The station’s four astronauts and three cosmonauts began Thursday morning practicing emergency procedures in collaboration with mission controllers on the ground. The commander and six flight engineers from NASA, the Japan Aerospace Exploration Agency (JAXA), and Roscosmos reviewed actions they would take in the unlikely event of several contingency scenarios including a depressurization, an ammonia leak, or a fire. They also coordinated communication protocols with each other and ground controllers from around the world.

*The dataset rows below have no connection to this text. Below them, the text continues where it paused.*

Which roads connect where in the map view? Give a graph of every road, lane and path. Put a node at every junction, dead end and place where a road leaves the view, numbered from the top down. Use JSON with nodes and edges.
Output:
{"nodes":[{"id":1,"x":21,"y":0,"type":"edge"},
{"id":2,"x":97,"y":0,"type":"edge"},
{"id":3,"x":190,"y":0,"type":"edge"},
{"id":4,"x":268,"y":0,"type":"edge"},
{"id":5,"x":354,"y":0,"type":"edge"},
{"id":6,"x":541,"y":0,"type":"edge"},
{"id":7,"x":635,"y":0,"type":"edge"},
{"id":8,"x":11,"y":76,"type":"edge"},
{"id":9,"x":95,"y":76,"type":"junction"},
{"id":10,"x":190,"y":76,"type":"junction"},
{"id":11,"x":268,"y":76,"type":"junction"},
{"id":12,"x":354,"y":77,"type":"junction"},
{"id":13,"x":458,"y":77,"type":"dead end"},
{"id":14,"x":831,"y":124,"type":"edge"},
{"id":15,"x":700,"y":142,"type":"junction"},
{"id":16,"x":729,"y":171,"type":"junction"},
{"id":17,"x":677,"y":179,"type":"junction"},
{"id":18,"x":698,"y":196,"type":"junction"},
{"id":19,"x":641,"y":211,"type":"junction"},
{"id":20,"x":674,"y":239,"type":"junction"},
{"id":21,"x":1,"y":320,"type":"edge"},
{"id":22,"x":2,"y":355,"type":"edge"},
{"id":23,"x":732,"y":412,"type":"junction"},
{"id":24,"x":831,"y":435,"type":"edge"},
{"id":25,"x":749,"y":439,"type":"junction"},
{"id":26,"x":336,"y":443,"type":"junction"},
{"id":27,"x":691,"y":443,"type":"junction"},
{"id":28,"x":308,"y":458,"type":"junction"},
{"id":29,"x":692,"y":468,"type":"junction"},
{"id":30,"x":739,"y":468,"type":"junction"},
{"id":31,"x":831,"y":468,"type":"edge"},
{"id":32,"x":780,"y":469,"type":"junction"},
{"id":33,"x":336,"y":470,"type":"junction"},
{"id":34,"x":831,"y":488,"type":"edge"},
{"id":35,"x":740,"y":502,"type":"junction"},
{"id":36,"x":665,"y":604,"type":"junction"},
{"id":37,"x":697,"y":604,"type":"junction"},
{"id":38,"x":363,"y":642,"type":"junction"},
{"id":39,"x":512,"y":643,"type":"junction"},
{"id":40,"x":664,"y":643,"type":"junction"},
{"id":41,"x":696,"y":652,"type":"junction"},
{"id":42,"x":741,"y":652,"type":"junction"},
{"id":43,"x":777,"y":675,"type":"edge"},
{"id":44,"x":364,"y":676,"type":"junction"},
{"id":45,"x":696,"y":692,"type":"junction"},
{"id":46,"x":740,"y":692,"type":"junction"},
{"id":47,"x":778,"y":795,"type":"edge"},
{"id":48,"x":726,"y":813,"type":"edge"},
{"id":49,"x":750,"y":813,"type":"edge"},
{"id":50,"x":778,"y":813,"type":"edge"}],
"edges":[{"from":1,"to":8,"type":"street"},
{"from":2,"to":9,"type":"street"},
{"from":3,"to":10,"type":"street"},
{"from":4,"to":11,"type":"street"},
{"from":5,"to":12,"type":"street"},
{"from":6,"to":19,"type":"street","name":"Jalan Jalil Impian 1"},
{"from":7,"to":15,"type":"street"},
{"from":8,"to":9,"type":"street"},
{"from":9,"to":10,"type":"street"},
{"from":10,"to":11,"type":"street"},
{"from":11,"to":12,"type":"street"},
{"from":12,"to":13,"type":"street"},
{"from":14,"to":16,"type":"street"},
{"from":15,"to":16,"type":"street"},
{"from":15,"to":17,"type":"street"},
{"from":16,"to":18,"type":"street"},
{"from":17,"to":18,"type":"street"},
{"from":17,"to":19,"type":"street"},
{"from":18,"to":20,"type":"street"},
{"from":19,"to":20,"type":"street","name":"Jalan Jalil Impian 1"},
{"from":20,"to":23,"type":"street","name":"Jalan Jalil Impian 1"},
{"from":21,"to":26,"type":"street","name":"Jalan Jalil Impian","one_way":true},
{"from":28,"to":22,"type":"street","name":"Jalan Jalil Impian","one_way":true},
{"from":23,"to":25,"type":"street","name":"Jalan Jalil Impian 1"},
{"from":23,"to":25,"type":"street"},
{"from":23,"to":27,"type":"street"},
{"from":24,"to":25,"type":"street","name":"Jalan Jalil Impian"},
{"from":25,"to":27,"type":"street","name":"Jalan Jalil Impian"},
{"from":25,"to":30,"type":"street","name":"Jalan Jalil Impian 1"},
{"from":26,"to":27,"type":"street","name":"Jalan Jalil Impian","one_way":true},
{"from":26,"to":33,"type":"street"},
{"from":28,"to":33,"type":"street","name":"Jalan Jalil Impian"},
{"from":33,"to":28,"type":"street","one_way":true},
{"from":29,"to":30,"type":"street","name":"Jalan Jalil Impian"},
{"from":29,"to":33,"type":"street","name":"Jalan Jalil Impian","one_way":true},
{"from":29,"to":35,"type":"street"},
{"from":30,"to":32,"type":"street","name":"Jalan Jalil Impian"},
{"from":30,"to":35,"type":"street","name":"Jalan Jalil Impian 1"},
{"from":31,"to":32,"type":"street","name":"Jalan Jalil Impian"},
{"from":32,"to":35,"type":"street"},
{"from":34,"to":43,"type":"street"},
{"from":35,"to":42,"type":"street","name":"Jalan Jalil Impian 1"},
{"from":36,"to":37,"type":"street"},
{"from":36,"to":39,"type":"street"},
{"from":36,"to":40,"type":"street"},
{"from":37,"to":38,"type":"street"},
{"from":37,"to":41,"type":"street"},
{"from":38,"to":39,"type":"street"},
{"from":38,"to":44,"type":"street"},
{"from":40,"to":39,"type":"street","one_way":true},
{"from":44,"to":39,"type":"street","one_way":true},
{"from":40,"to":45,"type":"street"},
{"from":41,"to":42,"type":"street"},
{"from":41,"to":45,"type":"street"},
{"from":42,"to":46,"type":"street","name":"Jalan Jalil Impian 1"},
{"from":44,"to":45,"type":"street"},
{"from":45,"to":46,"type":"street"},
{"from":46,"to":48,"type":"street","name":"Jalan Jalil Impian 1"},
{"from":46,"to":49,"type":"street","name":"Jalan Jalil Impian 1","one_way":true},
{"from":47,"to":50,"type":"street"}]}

In the afternoon, two NASA Flight Engineers, Nicole Mann and Josh Cassada, paired up using a computer to run through a variety of maneuvers necessary to capture Northrop Grumman’s Cygnus space freighter when it arrives next week. Cygnus, packed with 8,200 pounds of cargo, is at the launch pad at NASA’s Wallops Flight Facility in Virginia counting down to its lift off atop the Antares rocket on Sunday at 5:50 a.m. EST. It will rendezvous with the station on Tuesday, where Mann be in the cupola to command the Canadarm2 robotic arm to reach out and capture Cygnus at 5:50 a.m. Cassada will back up Mann as he monitors the spacecraft’s automated approach.

Two astronauts and two cosmonauts have been focusing this week on upcoming spacewalking activities. Cassada and fellow Flight Engineer Frank Rubio spent the better part of Thursday swapping spacesuit components and organizing the Quest airlock for future spacewalks. Commander Sergey Prokopyev and Flight Engineer Dmitri Petelin checked parts on their Orlan spacesuits in the Poisk airlock, gathered spacewalking tools, and photographed their work for review by spacewalk specialists on the ground.

Flight Engineers Koichi Wakata of JAXA and Anna Kikina of Roscosmos focused their attention on lab maintenance activities after Thursday morning’s emergency scenario training. Wakata first checked components on the Microgravity Science Glovebox then turned off the Veggie space botany facility after the completion of experiment activities in both research devices. Kikina cleaned hardware inside the Nauka multipurpose laboratory module then measured her blood pressure and serviced urine samples for analysis.